Lexical Search
Lexical search is Oxidoc's default search engine. It uses BM25 — the same ranking algorithm behind Elasticsearch and Apache Lucene — to match pages by keyword relevance. It works out of the box with zero configuration.
Features
| Feature | Description |
| BM25 scoring | Industry-standard ranking with K1=1.2, B=0.75 tuning |
| Fuzzy matching | Levenshtein edit distance — tolerates typos automatically |
| Prefix matching | Results appear as you type, before finishing the word |
| Phrase boost | 5x score boost when query terms appear consecutively in content |
| Heading boost | 2x score boost for matches in page headings |
| Section scoring | Results link to the exact heading section, not just the page |
| CamelCase splitting | "CodeBlock" matches searches for "code" or "block" |
| Breadcrumb trails | Results show "Page > H2 > H3" navigation path |
| Context snippets | 160-character excerpt around the match, aligned to word boundaries |
| Lazy chunk loading | Only downloads index chunks matching the query's term prefixes |
How BM25 Works
BM25 (Best Matching 25) scores each page based on how often the query terms appear, normalized by document length:
- Term frequency — pages where the term appears more often score higher, with diminishing returns (saturation at K1=1.2)
- Inverse document frequency — rare terms are worth more than common ones
- Length normalization — short, focused pages aren't penalized against long ones (B=0.75)
This means a concise page that mentions "versioning" 3 times ranks higher than a sprawling page that mentions it once in passing.
Fuzzy Matching
Oxidoc tolerates typos automatically based on term length:
| Term Length | Max Edits | Example |
| 1–3 chars | 0 | "css" → exact match only |
| 4–6 chars | 1 | "buld" → matches "build" |
| 7+ chars | 2 | "conifgure" → matches "configure" |
Fuzzy matching kicks in when an exact match isn't found.
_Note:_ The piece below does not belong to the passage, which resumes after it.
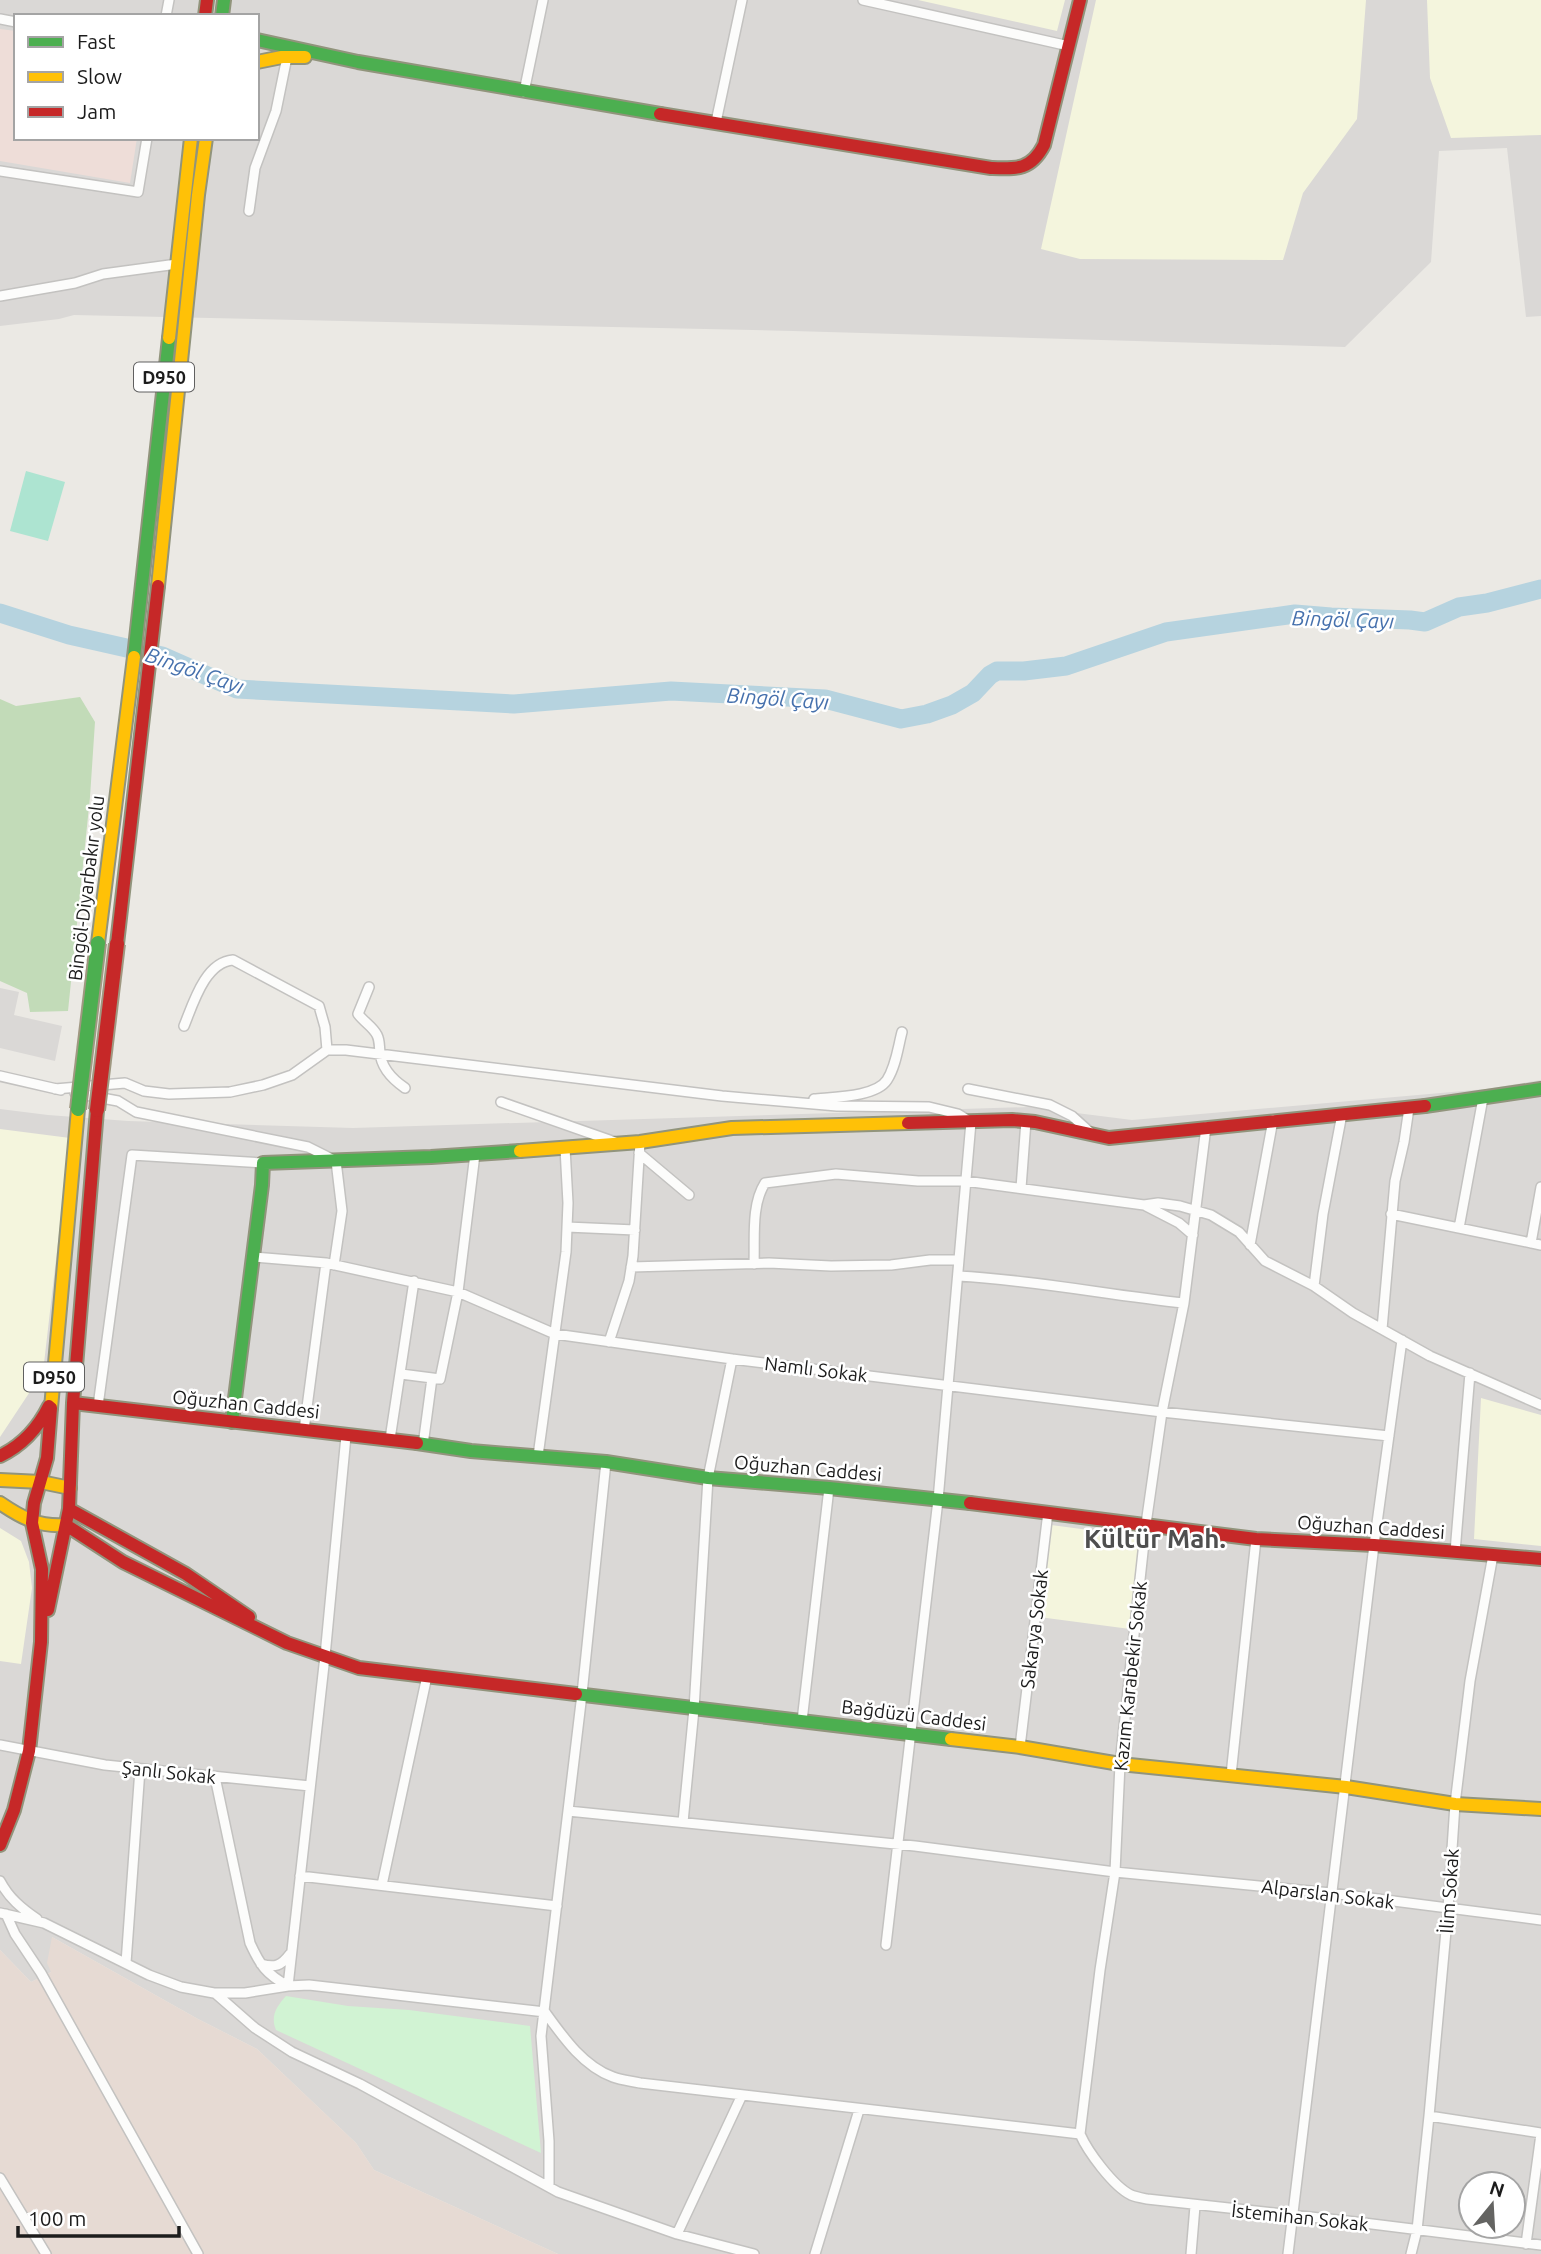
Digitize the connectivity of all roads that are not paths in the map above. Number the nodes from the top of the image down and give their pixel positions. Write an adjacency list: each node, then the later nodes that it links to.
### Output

You don't need to configure it.
Section-Level Results
Results don't just link to a page — they link to the specific heading section where the match was found. Each result includes:
- Anchor link — clicking goes directly to the matching section
- Breadcrumb trail — shows the heading hierarchy (e.g., "Configuration > Theme > Dark Mode")
- Context snippet — 160-character excerpt from the matching section
Lazy Chunk Loading
The search index is split into chunks by 2-character term prefix (e.g., "co", "se", "bu"). When a user types a query:
- Oxidoc determines which chunks are needed based on the query terms
- Only those chunks are fetched from the server
- Previously loaded chunks are cached in memory
This means the browser never downloads the full index — only the small slices relevant to the current query. For large documentation sites, this keeps search fast regardless of total page count.
Index Size
The lexical index is compact. For a documentation site with ~50 pages:
search-meta.bin— ~20-50 KB (loaded once on page open)- Each
search-chunk-{id}.bin— ~1-10 KB (loaded on demand)
Total transfer per query is typically under 20 KB.